── RECORD EXTRACTS
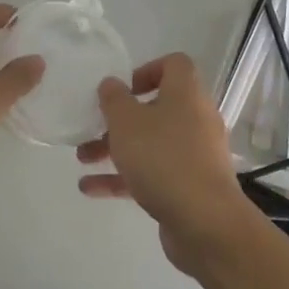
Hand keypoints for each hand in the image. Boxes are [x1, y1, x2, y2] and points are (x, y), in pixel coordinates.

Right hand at [77, 54, 262, 278]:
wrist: (204, 223)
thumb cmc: (163, 158)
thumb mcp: (126, 121)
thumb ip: (114, 98)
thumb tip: (112, 84)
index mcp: (186, 94)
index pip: (174, 65)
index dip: (147, 70)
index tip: (122, 89)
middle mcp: (195, 119)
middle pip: (156, 108)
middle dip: (119, 119)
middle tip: (93, 127)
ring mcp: (195, 155)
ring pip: (151, 143)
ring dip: (116, 149)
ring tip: (83, 159)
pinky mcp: (190, 187)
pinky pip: (154, 173)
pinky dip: (125, 178)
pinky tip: (90, 188)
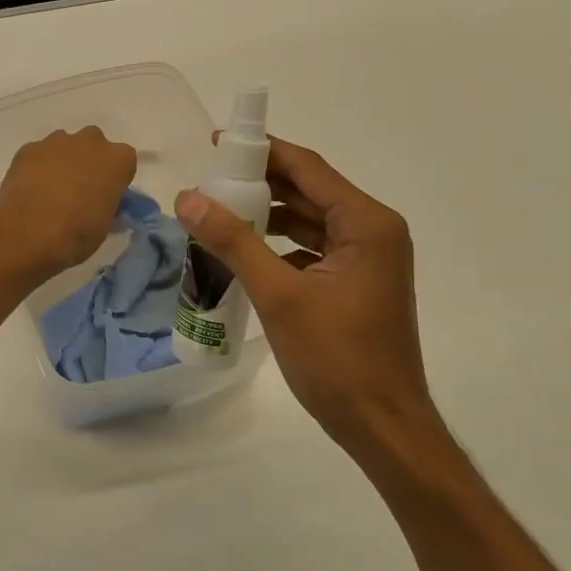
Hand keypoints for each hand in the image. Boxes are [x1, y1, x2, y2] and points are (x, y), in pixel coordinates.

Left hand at [0, 127, 136, 275]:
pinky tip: (30, 189)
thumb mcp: (104, 225)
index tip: (106, 195)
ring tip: (51, 190)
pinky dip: (37, 166)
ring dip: (62, 161)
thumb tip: (99, 203)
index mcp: (117, 160)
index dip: (115, 178)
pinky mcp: (28, 149)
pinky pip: (38, 154)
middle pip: (94, 145)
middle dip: (89, 161)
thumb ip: (106, 204)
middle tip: (79, 189)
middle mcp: (90, 142)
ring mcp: (56, 141)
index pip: (124, 162)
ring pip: (64, 145)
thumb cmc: (76, 233)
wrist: (28, 233)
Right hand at [175, 136, 450, 477]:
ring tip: (216, 213)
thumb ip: (233, 242)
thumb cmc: (337, 357)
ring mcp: (366, 259)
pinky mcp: (354, 283)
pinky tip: (241, 252)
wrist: (382, 426)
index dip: (262, 151)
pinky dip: (277, 245)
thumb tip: (187, 198)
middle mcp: (372, 231)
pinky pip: (310, 249)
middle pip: (308, 191)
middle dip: (259, 184)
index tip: (215, 143)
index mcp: (366, 223)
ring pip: (307, 221)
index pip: (308, 168)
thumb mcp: (279, 295)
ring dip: (265, 216)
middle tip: (207, 181)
────
WHAT IS REQUIRED –
Search the entries for the word "pinky", then copy every line in which it is found.

SOLUTION TO THE PROBLEM –
pinky mcp: (190, 187)
pinky pip: (154, 173)
pinky dip: (125, 178)
pinky tip: (90, 188)
pinky tip: (30, 189)
pinky dip: (37, 166)
pinky mcp: (28, 149)
pinky pip: (38, 154)
pinky mcp: (354, 283)
pinky tip: (241, 252)
pinky dip: (277, 245)
pinky pip: (310, 249)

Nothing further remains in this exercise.